Diesen Samstag (22. November) findet im Salon Hansen das erste offizielle Lunatic Warm-Up des Jahres statt.
Aufgefahren wird ein schickes Bühnenprogramm, das den Zuschauer an die Hand nimmt und ihn oder sie von entspanntem Indie mit Electronica Einflüssen bis zu tanzbaren Sounds von den Plattentellern durch den Abend begleitet.


Der Raum hinter den Instrumenten gehört diesen Samstag ganz unseren Nachbarn aus der Schweiz. Ist ja auch ökologisch, Fahrgemeinschaften schützen die Umwelt und machen Spaß...
Zum einen wären da Delorian Cloud Fire, die sich dem Female-Vocalist Indie Pop verschrieben haben.

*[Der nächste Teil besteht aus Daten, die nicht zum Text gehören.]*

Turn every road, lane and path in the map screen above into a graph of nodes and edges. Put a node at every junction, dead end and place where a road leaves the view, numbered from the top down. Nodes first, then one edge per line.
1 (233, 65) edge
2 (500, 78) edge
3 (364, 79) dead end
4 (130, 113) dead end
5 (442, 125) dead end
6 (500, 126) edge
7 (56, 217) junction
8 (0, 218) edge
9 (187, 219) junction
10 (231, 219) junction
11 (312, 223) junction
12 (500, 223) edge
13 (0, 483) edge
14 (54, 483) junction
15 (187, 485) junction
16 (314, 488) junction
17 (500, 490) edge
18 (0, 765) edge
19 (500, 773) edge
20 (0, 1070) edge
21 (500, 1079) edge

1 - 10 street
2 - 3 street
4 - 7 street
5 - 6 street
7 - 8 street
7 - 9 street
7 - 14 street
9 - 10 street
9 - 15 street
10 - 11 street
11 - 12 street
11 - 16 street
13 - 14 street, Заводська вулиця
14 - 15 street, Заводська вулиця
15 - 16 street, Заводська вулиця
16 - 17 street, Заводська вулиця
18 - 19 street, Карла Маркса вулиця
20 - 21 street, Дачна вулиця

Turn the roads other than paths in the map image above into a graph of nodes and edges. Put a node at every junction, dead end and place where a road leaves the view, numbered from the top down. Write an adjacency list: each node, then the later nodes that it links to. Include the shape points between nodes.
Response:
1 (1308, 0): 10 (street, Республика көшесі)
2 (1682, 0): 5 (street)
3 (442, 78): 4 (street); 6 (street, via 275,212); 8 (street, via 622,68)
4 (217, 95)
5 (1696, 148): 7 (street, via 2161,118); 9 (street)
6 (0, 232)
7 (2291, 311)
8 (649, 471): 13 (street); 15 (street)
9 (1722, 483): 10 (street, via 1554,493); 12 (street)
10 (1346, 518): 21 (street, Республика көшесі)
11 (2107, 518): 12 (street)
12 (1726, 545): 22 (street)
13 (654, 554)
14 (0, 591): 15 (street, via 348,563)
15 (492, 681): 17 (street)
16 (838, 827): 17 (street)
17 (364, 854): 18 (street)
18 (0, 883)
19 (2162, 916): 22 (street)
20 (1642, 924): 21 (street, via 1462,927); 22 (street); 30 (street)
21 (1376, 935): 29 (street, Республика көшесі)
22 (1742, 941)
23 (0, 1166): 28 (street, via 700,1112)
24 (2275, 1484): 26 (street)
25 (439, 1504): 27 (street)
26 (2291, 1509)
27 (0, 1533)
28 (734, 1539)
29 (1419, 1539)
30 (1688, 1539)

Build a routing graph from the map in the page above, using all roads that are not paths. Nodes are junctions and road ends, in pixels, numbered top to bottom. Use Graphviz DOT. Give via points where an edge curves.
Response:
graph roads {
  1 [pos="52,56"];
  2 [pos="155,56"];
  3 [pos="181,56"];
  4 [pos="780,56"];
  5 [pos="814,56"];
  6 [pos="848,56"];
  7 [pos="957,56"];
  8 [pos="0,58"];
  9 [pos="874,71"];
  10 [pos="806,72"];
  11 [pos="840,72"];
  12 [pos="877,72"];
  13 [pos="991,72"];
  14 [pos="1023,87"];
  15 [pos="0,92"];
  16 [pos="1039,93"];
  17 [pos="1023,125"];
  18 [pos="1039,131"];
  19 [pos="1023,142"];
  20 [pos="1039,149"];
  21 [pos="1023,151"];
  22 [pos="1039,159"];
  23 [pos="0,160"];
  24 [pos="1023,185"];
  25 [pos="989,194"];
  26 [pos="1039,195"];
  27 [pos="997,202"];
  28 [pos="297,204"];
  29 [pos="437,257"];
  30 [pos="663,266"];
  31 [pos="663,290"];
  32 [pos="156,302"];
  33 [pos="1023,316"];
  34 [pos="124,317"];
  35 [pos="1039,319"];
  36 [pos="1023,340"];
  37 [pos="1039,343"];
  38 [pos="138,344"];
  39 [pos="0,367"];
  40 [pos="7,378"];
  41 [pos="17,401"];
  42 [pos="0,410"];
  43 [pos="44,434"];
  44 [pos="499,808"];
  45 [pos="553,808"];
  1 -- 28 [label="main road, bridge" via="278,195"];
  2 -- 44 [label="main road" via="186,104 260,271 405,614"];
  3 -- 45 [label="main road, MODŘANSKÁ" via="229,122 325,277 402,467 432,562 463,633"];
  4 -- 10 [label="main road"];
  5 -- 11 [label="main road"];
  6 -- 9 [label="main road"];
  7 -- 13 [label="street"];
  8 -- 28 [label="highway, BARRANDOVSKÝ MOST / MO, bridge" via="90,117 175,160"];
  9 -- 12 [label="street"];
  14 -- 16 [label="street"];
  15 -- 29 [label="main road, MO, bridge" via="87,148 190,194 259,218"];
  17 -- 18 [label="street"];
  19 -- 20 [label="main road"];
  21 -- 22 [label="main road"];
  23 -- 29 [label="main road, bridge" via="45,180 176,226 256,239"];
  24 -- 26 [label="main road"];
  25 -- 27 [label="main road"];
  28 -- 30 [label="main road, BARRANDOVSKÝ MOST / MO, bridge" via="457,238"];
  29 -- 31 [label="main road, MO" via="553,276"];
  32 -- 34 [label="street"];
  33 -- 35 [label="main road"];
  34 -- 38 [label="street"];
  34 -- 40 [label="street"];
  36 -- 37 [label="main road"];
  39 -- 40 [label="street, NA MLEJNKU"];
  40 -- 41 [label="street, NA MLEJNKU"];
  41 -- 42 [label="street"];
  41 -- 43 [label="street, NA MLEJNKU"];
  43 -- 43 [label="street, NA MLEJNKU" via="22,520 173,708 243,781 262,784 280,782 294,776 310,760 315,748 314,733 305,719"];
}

Zur Zeit touren Sie im Rahmen der Veröffentlichung ihrer EP Tally Ho!, die Anfang Oktober erschienen ist, mit der zweiten Band des Abends durch Deutschland. Das aktuelle Werk von We Invented Paris ist zwar schon im Februar erschienen, aber wir freuen uns trotzdem die Jungs bei uns im Norden begrüßen zu dürfen. Lüneburg wird für sie gleichzeitig das Ende ihrer Tour darstellen, also alle Mühe geben und Songtexte auswendig lernen.

Für alle die eher so die Füße bewegen wollen gibt es im Anschluss eine Erweiterung des Genrespektrums bis hin zu Tech-House. Am drehenenden Vinyl, bzw. an den digitalen Reglern werden La La Lazer und AndIamI für die Beats sorgen.

Zusammengefasst heißt das Freitag mal einen Ruhigen machen, damit ihr alle am Samstag frisch und ausgeschlafen seid und bis zu den DJs durchhaltet. Los geht das Spektakel um 21 Uhr und für 6€ seid ihr dabei.